- _Dataset excerpts_:
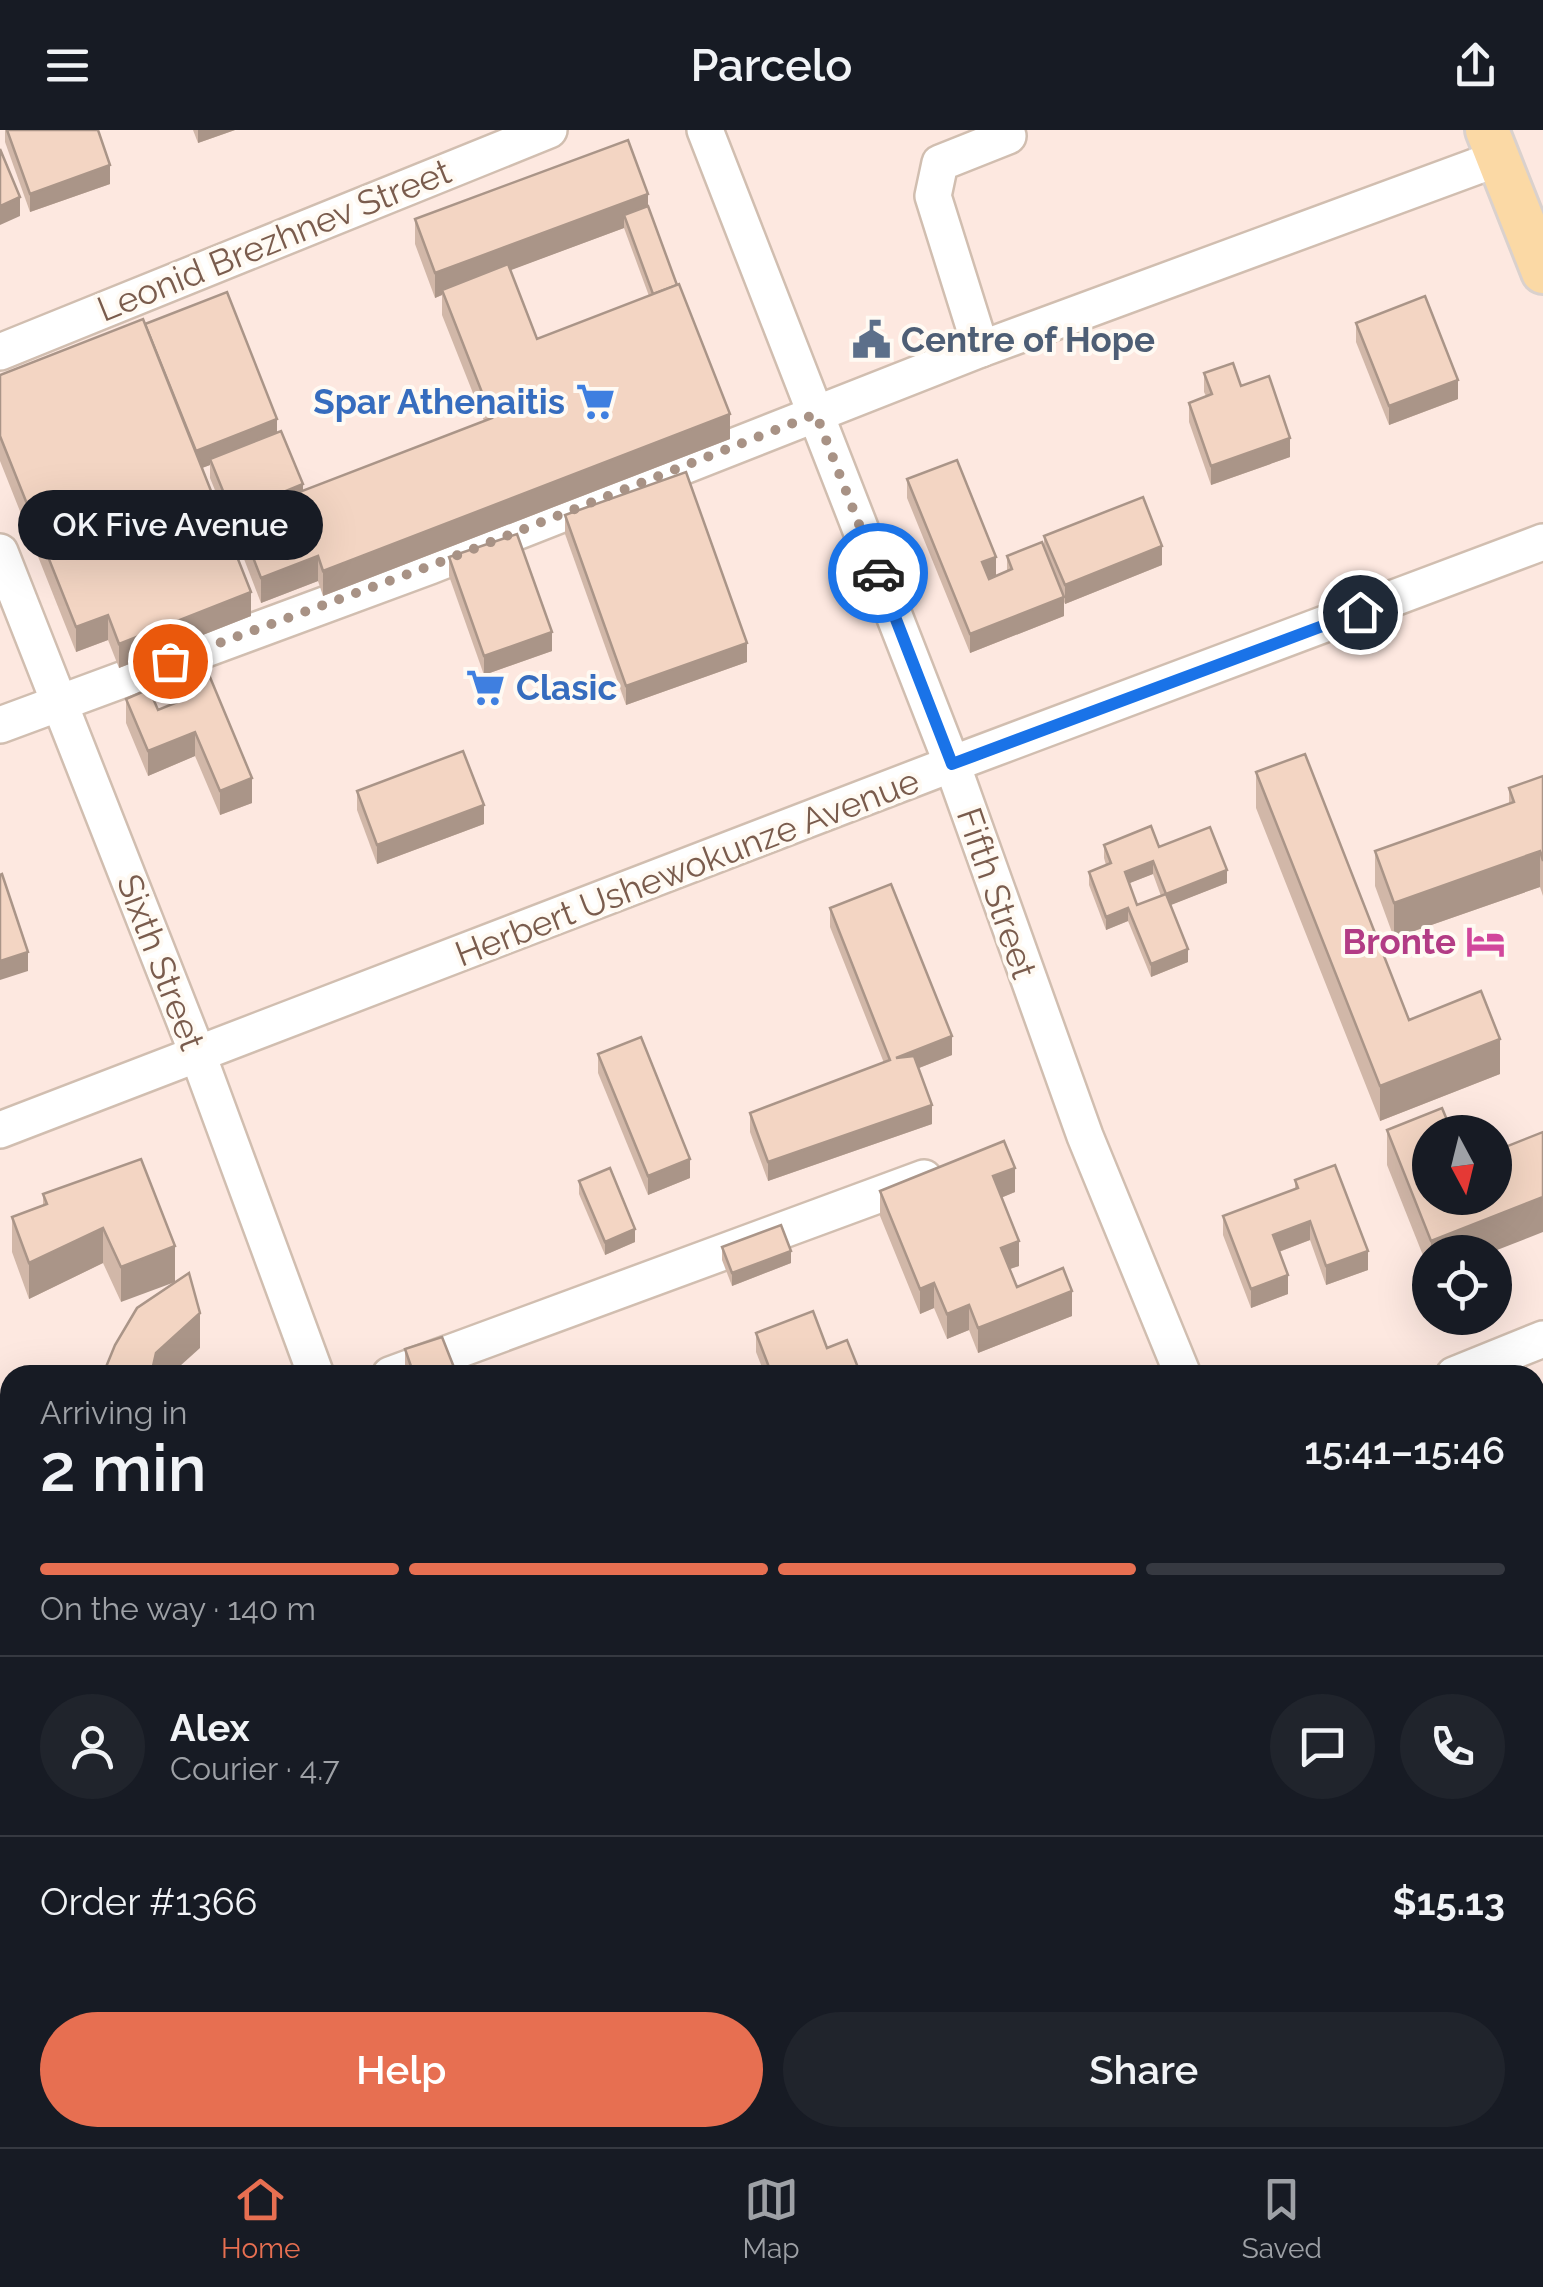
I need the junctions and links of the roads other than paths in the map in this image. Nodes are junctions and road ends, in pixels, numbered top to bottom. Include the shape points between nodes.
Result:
1 (549, 130) edge
2 (704, 130) edge
3 (1008, 136) dead end
4 (1493, 144) edge
5 (1543, 272) edge
6 (981, 349) junction
7 (0, 352) edge
8 (816, 414) junction
9 (1543, 542) edge
10 (0, 552) edge
11 (58, 702) junction
12 (0, 725) edge
13 (952, 764) junction
14 (198, 1055) junction
15 (0, 1130) edge
16 (963, 1164) edge
17 (1543, 1338) edge
18 (312, 1365) edge
19 (417, 1365) edge
20 (1179, 1365) edge
21 (1478, 1365) edge

1 - 7 street, Leonid Brezhnev Street
2 - 8 street, Fifth Street
3 - 6 street via 940,163 934,196
4 - 5 main road
4 - 6 street
6 - 8 street
8 - 11 street
8 - 13 street, Fifth Street
9 - 13 street, Herbert Ushewokunze Avenue
10 - 11 street, Sixth Street
11 - 12 street
11 - 14 street, Sixth Street
13 - 14 street, Herbert Ushewokunze Avenue
13 - 20 street, Fifth Street via 1079,1119
14 - 15 street, Herbert Ushewokunze Avenue
14 - 18 street, Sixth Street
16 - 19 street
17 - 21 street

- _Problem to work on_:
Could you print the whole listing again, exactly, leaving the pictures out?

- _Exercise result_:
I need the junctions and links of the roads other than paths in the map in this image. Nodes are junctions and road ends, in pixels, numbered top to bottom. Include the shape points between nodes.
Result:
1 (549, 130) edge
2 (704, 130) edge
3 (1008, 136) dead end
4 (1493, 144) edge
5 (1543, 272) edge
6 (981, 349) junction
7 (0, 352) edge
8 (816, 414) junction
9 (1543, 542) edge
10 (0, 552) edge
11 (58, 702) junction
12 (0, 725) edge
13 (952, 764) junction
14 (198, 1055) junction
15 (0, 1130) edge
16 (963, 1164) edge
17 (1543, 1338) edge
18 (312, 1365) edge
19 (417, 1365) edge
20 (1179, 1365) edge
21 (1478, 1365) edge

1 - 7 street, Leonid Brezhnev Street
2 - 8 street, Fifth Street
3 - 6 street via 940,163 934,196
4 - 5 main road
4 - 6 street
6 - 8 street
8 - 11 street
8 - 13 street, Fifth Street
9 - 13 street, Herbert Ushewokunze Avenue
10 - 11 street, Sixth Street
11 - 12 street
11 - 14 street, Sixth Street
13 - 14 street, Herbert Ushewokunze Avenue
13 - 20 street, Fifth Street via 1079,1119
14 - 15 street, Herbert Ushewokunze Avenue
14 - 18 street, Sixth Street
16 - 19 street
17 - 21 street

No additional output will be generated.